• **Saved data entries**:
========
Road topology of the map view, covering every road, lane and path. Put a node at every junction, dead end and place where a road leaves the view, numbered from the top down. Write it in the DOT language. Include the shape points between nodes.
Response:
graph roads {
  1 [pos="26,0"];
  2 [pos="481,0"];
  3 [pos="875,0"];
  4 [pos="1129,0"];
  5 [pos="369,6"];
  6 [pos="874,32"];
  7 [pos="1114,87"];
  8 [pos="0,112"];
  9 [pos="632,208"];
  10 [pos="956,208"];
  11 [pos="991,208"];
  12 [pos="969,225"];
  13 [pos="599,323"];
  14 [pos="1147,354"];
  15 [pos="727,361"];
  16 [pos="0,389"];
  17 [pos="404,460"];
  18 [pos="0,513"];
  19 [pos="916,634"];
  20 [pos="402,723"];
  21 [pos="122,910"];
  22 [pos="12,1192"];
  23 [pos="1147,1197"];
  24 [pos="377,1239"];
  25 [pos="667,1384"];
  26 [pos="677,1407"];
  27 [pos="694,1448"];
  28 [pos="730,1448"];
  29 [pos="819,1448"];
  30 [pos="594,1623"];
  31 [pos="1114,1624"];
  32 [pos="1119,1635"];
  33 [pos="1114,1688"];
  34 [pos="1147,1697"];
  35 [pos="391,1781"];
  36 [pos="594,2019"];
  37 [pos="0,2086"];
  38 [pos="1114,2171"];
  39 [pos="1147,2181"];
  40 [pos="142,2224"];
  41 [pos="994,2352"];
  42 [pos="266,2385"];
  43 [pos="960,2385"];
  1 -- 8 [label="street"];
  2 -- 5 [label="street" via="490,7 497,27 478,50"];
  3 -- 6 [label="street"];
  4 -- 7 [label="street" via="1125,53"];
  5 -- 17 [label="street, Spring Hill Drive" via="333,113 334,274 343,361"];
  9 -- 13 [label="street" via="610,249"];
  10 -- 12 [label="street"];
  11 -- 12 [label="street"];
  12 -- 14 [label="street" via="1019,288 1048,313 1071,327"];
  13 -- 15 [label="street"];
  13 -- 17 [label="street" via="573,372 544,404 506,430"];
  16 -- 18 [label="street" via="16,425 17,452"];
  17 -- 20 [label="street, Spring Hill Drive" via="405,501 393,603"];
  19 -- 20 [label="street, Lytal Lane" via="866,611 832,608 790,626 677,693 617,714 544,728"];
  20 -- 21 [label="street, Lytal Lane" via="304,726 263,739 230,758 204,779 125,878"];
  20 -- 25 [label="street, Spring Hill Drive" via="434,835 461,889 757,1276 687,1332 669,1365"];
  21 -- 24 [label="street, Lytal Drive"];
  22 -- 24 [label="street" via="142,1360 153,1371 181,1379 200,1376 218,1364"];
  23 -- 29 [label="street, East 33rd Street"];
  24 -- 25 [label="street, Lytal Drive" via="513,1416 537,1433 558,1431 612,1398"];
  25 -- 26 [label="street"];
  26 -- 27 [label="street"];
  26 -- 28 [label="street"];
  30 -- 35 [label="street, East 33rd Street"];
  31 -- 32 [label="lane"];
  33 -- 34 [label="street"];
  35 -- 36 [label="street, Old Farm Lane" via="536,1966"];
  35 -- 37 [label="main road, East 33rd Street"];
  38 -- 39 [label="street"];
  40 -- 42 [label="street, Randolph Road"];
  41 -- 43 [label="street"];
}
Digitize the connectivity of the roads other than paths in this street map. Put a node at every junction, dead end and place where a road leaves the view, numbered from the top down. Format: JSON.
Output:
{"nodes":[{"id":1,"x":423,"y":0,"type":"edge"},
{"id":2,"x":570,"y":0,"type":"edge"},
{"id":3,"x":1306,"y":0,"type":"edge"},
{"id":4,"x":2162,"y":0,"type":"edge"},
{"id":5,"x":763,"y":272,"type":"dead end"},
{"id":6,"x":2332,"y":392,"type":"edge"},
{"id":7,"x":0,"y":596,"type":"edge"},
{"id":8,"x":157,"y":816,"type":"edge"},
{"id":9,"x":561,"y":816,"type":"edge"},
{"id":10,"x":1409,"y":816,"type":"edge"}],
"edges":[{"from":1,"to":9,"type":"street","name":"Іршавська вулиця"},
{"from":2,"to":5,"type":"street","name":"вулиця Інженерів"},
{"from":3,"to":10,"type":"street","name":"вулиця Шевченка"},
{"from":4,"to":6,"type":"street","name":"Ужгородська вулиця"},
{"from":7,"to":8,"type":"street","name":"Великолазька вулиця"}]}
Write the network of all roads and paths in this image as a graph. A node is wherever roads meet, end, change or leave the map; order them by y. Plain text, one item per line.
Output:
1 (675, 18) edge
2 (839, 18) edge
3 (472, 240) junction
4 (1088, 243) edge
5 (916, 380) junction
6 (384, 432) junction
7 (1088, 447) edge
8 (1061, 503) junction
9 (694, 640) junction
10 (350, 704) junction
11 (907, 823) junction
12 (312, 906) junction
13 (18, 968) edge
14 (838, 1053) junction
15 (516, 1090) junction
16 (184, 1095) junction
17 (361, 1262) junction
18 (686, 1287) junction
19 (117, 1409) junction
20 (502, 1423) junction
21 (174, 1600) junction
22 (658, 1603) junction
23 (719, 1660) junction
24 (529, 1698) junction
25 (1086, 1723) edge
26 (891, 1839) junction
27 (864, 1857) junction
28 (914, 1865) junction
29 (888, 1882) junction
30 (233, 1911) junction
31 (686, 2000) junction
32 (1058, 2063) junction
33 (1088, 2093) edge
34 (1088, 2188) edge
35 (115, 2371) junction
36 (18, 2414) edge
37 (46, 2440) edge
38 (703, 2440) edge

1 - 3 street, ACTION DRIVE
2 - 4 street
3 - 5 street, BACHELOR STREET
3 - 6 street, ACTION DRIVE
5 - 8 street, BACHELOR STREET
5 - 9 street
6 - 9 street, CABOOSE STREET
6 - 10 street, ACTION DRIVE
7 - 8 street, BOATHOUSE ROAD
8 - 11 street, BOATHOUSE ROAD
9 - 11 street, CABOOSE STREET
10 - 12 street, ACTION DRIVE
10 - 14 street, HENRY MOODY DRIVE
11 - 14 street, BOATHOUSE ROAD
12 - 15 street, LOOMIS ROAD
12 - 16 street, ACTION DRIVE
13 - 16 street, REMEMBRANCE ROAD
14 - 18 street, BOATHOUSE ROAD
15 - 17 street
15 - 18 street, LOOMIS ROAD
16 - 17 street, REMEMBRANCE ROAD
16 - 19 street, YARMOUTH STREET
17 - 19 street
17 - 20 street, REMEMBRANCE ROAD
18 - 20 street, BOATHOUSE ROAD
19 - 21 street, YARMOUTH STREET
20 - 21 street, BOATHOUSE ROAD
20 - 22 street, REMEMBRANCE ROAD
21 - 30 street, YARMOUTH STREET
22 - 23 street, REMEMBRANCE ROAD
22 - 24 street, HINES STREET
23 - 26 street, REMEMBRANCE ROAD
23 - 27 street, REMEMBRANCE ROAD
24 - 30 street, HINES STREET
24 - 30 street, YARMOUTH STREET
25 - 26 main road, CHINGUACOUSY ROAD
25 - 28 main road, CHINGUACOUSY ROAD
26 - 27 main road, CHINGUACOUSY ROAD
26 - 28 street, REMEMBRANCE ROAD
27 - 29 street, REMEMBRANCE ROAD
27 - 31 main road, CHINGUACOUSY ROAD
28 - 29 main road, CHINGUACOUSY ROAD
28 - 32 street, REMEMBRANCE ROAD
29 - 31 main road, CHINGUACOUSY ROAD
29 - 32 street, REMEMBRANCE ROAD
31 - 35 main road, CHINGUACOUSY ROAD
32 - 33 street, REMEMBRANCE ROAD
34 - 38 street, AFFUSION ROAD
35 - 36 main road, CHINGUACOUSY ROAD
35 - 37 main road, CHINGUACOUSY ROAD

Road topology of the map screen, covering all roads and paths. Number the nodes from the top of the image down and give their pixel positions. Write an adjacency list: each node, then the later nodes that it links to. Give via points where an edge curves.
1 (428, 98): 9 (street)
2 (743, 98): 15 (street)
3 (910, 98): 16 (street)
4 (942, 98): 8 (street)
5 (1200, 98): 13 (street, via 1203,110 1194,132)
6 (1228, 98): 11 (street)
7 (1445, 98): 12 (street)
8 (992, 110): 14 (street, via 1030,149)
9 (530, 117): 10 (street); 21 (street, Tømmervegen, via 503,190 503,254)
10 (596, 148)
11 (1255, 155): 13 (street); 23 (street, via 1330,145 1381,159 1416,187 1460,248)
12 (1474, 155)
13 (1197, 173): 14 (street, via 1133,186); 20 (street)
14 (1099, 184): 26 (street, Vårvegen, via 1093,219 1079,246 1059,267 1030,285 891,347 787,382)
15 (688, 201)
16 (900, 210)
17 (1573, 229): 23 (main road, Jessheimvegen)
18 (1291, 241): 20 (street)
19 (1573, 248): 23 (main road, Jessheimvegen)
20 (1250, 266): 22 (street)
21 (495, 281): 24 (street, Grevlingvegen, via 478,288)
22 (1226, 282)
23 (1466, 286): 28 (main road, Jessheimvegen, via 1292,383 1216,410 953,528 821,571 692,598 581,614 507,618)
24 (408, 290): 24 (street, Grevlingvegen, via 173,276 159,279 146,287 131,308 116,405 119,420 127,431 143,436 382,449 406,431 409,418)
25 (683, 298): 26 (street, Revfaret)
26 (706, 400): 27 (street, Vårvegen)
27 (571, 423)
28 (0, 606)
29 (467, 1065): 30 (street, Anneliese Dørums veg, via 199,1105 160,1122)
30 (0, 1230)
========
• **TASK REQUIREMENTS**: Look for the string "ACTION" in the records, and copy every line where it is found.

• **SOLVED PROBLEM**:
1 - 3 street, ACTION DRIVE
3 - 6 street, ACTION DRIVE
6 - 10 street, ACTION DRIVE
10 - 12 street, ACTION DRIVE
12 - 16 street, ACTION DRIVE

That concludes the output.